Supplied material: Begin

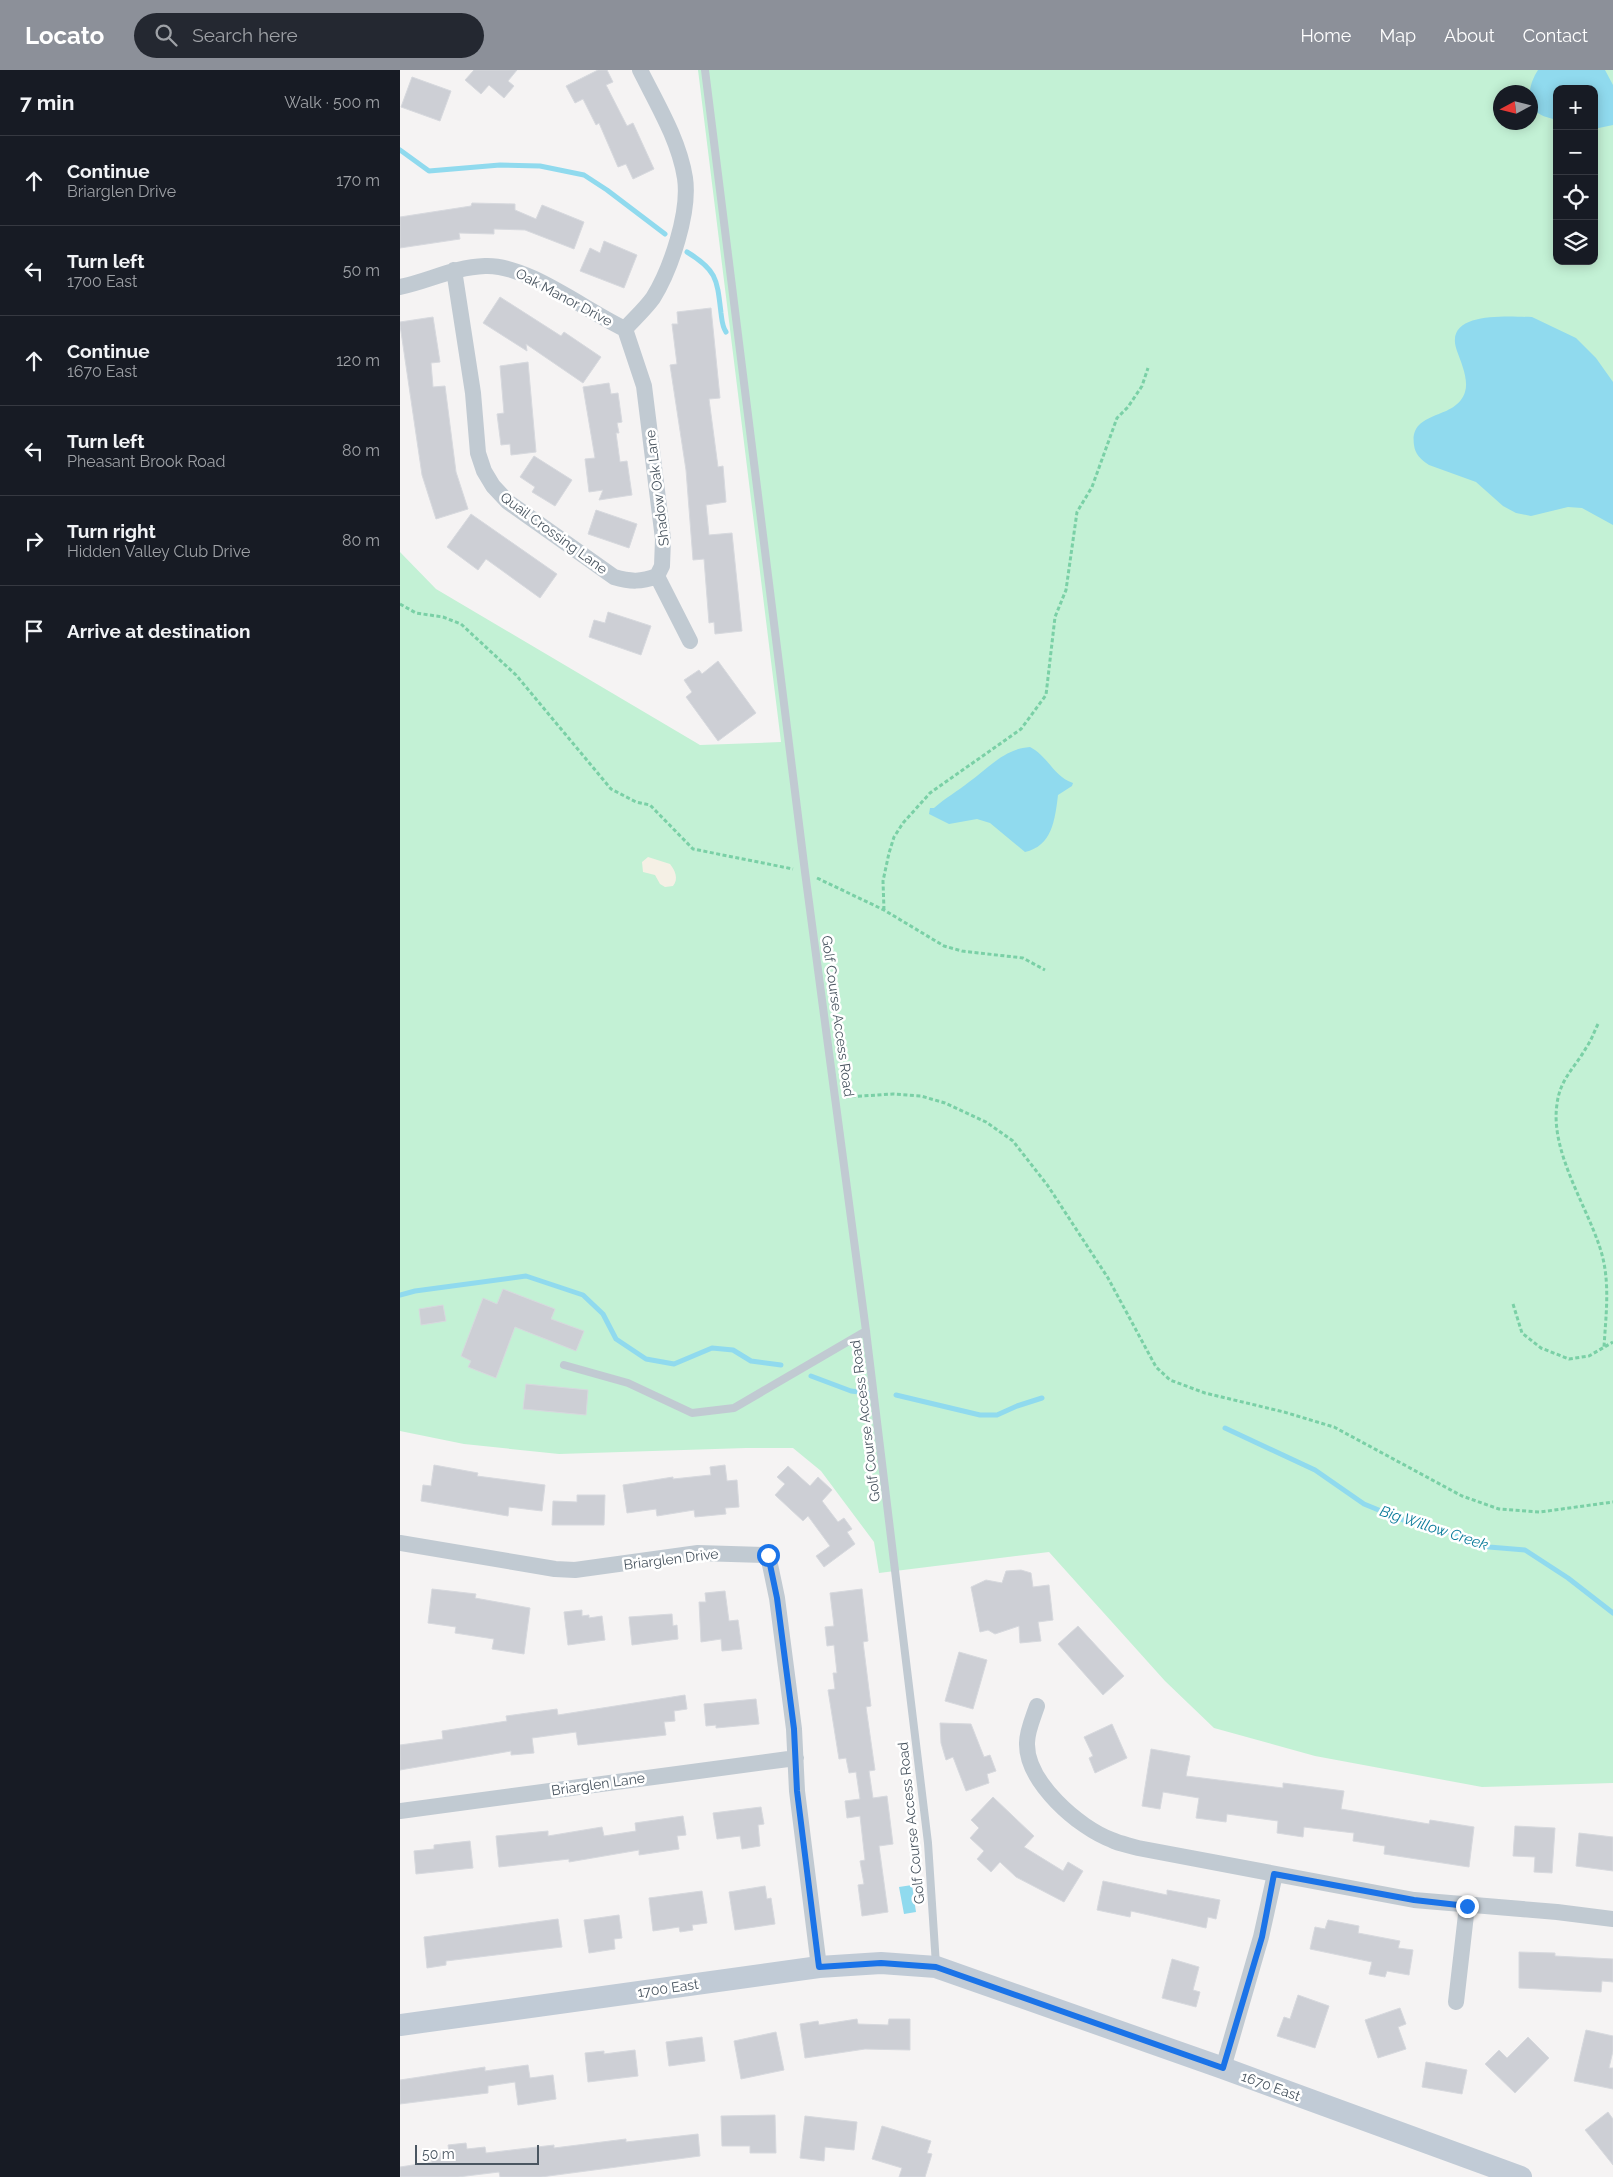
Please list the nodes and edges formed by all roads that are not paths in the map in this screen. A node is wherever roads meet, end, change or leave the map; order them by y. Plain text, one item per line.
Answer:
1 (640, 70) edge
2 (705, 70) edge
3 (454, 270) junction
4 (400, 287) edge
5 (625, 329) junction
6 (657, 576) junction
7 (690, 641) dead end
8 (866, 1331) junction
9 (564, 1365) dead end
10 (400, 1543) edge
11 (1038, 1706) dead end
12 (796, 1758) junction
13 (400, 1811) edge
14 (1274, 1874) junction
15 (1467, 1906) junction
16 (1613, 1919) edge
17 (819, 1967) junction
18 (936, 1967) junction
19 (1456, 2002) dead end
20 (400, 2024) edge
21 (1223, 2068) junction
22 (1521, 2177) edge

1 - 5 street, Oak Manor Drive
2 - 8 lane, Golf Course Access Road
3 - 4 street, Oak Manor Drive
3 - 5 street, Oak Manor Drive
3 - 6 street, Quail Crossing Lane
5 - 6 street, Shadow Oak Lane
6 - 7 street
8 - 9 lane
8 - 18 lane, Golf Course Access Road
10 - 12 street, Briarglen Drive
11 - 14 street
12 - 13 street, Briarglen Lane
12 - 17 street, Briarglen Drive
14 - 15 street
14 - 21 street
15 - 16 street
15 - 19 street
17 - 18 main road, 1700 East
17 - 20 main road, 1700 East
18 - 21 main road, 1670 East
21 - 22 main road, 1670 East

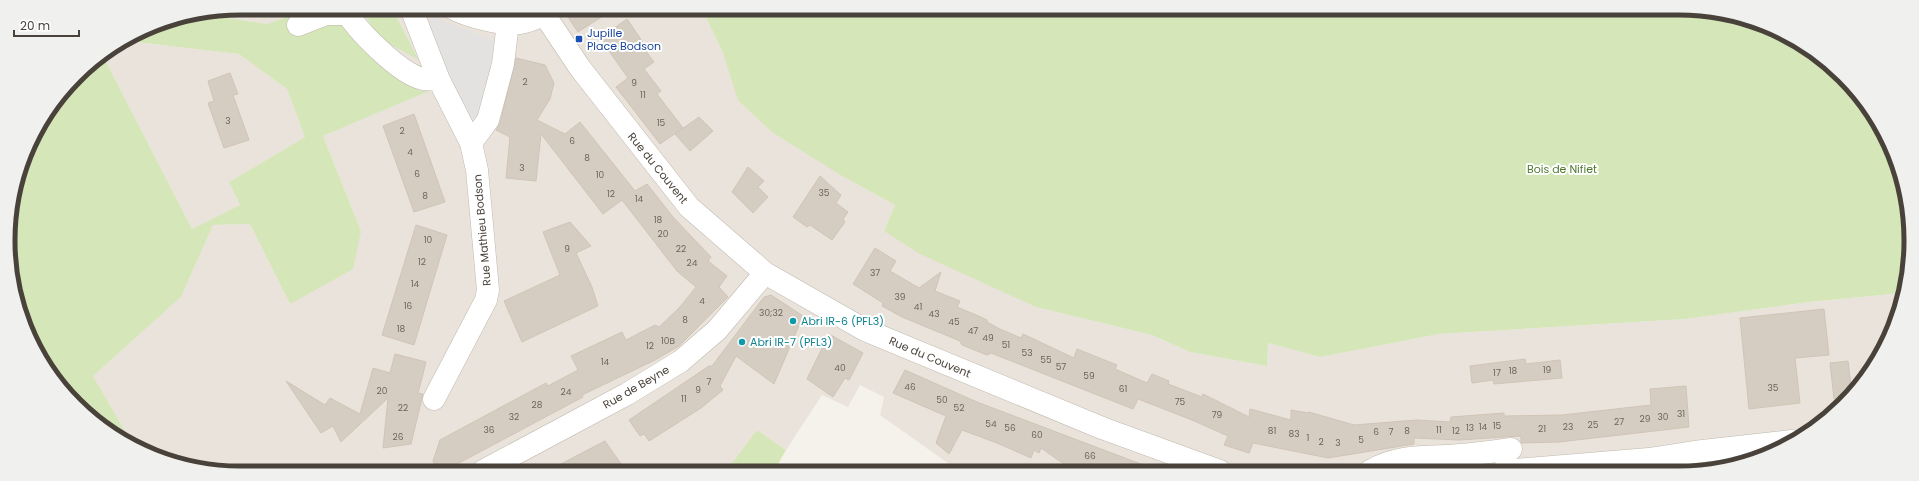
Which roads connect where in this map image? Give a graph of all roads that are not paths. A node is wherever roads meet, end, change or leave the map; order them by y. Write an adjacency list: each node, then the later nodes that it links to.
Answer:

Supplied material: End

§ Instructions to follow
Copy out all the data above exactly, pictures excluded.

§ Completed task
Please list the nodes and edges formed by all roads that are not paths in the map in this screen. A node is wherever roads meet, end, change or leave the map; order them by y. Plain text, one item per line.
Answer:
1 (640, 70) edge
2 (705, 70) edge
3 (454, 270) junction
4 (400, 287) edge
5 (625, 329) junction
6 (657, 576) junction
7 (690, 641) dead end
8 (866, 1331) junction
9 (564, 1365) dead end
10 (400, 1543) edge
11 (1038, 1706) dead end
12 (796, 1758) junction
13 (400, 1811) edge
14 (1274, 1874) junction
15 (1467, 1906) junction
16 (1613, 1919) edge
17 (819, 1967) junction
18 (936, 1967) junction
19 (1456, 2002) dead end
20 (400, 2024) edge
21 (1223, 2068) junction
22 (1521, 2177) edge

1 - 5 street, Oak Manor Drive
2 - 8 lane, Golf Course Access Road
3 - 4 street, Oak Manor Drive
3 - 5 street, Oak Manor Drive
3 - 6 street, Quail Crossing Lane
5 - 6 street, Shadow Oak Lane
6 - 7 street
8 - 9 lane
8 - 18 lane, Golf Course Access Road
10 - 12 street, Briarglen Drive
11 - 14 street
12 - 13 street, Briarglen Lane
12 - 17 street, Briarglen Drive
14 - 15 street
14 - 21 street
15 - 16 street
15 - 19 street
17 - 18 main road, 1700 East
17 - 20 main road, 1700 East
18 - 21 main road, 1670 East
21 - 22 main road, 1670 East

Which roads connect where in this map image? Give a graph of all roads that are not paths. A node is wherever roads meet, end, change or leave the map; order them by y. Write an adjacency list: each node, then the later nodes that it links to.
Answer:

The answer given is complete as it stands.